2. Unfunded pension liability at least $70bn, Turnpike debt $12.8bn, other debt $14.6bn
3. PA Independent Fiscal Office. “Migration Data by Age Group and Educational Attainment.” July 2, 2019 http://www.ifo.state.pa.us/Releases.cfm?id=282
4. Article VIII, Section 13a
5. Excluding certain self-sustaining entities like the Turnpike
6. “Corporate Welfare is the Gift that Just Keeps Taking.” Commonwealth Foundation Policy Blog. August 9, 2019. https://www.commonwealthfoundation.org/policyblog/detail/corporate-welfare-is-the-gift-that-just-keeps-taking
7. Combined debts of Economic Development Financing Authority, Infrastructure Investment Authority (PENNVEST), Commonwealth Financing Authority and Industrial Development Authority.

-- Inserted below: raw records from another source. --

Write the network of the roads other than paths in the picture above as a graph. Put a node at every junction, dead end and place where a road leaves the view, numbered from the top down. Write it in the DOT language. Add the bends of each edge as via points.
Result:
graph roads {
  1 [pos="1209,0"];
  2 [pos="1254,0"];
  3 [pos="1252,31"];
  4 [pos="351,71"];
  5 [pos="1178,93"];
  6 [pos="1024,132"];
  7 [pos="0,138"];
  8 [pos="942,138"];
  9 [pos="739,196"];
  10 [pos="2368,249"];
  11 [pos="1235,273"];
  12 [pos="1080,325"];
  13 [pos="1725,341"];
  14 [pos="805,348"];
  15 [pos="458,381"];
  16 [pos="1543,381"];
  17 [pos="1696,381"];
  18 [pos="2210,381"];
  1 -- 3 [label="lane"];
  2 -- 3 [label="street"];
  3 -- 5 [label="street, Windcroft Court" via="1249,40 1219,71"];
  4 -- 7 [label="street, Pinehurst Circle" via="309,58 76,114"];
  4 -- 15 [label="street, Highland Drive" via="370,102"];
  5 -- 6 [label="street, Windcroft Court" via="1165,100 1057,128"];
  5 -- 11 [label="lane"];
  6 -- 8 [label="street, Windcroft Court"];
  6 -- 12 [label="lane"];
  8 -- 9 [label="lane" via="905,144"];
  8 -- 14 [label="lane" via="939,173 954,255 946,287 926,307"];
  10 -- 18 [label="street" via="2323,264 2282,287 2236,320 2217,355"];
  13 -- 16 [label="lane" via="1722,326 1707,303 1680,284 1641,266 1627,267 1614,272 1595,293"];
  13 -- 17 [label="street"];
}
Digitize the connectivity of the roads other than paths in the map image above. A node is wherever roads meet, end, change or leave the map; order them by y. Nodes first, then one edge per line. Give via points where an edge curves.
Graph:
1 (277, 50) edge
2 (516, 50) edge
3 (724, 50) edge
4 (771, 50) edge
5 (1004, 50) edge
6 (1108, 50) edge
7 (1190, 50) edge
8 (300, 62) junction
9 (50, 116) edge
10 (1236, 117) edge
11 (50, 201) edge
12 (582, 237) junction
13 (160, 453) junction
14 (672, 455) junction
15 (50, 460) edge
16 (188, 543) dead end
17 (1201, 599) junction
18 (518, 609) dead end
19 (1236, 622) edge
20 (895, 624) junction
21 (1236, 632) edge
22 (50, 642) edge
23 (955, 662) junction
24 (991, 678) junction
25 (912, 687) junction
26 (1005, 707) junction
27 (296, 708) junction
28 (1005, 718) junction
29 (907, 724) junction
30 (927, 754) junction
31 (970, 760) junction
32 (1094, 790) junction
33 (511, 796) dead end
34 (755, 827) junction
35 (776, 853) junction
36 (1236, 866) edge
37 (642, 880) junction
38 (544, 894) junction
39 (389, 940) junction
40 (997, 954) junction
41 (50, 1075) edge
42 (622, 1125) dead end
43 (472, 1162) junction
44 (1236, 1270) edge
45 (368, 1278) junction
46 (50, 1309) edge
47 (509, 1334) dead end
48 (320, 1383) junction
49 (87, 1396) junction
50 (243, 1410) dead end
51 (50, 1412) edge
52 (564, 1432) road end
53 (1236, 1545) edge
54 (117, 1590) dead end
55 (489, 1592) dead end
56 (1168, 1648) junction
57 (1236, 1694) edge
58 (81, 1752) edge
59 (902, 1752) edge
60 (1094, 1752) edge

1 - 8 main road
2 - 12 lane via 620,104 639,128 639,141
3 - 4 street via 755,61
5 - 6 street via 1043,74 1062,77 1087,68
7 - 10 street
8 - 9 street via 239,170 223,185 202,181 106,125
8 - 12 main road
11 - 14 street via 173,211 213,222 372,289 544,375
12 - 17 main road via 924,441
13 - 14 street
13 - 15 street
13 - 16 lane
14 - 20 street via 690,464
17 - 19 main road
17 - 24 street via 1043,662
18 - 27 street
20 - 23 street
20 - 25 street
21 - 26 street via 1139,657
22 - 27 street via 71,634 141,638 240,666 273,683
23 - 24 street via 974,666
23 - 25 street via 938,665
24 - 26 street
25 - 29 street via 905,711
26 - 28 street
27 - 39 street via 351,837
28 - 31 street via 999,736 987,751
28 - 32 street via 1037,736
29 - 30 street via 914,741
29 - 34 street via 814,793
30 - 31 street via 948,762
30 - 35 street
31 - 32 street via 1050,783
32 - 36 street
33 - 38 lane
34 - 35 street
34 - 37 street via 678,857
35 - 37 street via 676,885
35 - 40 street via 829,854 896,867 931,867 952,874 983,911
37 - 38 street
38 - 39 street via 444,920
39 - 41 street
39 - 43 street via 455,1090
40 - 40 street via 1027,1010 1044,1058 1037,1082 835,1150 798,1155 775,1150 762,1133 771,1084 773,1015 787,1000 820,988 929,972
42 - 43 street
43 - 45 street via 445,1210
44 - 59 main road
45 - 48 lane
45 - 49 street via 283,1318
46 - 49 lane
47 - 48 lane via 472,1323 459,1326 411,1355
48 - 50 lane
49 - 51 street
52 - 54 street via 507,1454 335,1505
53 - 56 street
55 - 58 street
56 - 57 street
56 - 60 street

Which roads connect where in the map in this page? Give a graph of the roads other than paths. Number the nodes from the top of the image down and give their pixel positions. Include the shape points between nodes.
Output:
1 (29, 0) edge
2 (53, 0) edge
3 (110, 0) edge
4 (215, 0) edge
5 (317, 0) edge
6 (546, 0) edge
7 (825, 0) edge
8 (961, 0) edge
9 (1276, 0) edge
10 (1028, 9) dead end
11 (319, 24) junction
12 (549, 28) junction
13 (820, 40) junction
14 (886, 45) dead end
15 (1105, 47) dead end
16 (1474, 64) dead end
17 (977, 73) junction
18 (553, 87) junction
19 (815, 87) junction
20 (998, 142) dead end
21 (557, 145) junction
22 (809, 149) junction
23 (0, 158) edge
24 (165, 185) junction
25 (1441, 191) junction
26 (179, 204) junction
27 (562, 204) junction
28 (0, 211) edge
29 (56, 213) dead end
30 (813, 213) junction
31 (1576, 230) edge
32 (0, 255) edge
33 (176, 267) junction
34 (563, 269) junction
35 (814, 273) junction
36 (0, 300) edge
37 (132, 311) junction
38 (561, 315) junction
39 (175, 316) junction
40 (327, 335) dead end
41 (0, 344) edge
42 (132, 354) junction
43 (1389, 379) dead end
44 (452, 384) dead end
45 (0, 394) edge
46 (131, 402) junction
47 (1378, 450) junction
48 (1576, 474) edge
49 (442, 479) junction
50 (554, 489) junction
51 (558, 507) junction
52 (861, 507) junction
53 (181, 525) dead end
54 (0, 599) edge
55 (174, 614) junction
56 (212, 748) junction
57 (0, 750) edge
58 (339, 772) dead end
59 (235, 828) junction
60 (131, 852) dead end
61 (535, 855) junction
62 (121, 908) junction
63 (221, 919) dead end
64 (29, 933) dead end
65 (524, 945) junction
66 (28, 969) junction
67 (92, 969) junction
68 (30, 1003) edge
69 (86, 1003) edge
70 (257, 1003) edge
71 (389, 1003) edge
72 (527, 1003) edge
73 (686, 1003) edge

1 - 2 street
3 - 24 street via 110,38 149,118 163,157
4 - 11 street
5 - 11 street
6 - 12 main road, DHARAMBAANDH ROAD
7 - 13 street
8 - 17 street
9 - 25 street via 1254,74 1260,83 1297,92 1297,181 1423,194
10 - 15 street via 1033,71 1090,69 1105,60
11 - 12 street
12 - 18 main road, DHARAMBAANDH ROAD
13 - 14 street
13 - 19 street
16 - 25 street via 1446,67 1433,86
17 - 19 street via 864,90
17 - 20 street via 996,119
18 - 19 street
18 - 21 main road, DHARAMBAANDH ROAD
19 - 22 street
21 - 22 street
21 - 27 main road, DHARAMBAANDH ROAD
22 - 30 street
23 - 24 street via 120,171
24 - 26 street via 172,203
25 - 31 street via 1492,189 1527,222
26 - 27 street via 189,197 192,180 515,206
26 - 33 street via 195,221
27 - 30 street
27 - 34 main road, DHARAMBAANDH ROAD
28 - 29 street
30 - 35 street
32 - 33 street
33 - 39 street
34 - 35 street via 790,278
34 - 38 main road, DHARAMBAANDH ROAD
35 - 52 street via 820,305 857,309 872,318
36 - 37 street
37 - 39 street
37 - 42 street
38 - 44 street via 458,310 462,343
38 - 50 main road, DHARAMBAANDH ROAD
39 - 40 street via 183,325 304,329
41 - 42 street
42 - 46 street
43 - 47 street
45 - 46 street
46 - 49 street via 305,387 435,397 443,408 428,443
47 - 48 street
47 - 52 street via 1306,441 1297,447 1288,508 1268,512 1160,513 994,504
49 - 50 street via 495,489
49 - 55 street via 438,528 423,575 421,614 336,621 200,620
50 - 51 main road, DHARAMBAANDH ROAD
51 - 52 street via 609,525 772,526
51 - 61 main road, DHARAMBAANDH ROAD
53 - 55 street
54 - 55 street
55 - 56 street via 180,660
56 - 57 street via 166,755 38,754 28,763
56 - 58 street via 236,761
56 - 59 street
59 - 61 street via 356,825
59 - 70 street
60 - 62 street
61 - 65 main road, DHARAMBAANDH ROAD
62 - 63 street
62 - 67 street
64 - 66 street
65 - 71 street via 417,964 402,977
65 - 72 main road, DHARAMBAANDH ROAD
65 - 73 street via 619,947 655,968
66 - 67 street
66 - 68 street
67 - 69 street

8. https://www.urban.org/research/publication/tax-and-expenditure-limits
9. Susquehanna Polling and Research, survey of 700 registered voters, October 2019. “Lawmakers are considering a law that would limit increases in government spending to the rate of inflation plus the rate of population growth. For example, if we had three percent inflation and one percent population growth, government spending could increase no more than four percent for that year. The limit could only be exceeded by a two-thirds votes of both houses of the General Assembly or by a declared emergency. Generally speaking would you (support/oppose/undecided)?”
10. Article III
11. 1.75 times the last five years average tax revenue, as specified in Article VIII, Section 7
12. Unfunded pension liability is official reported as about $70bn, allowing for very optimistic investment return assumptions. Other Post-Employment Benefits (OBEB) are tens of billions of dollars more.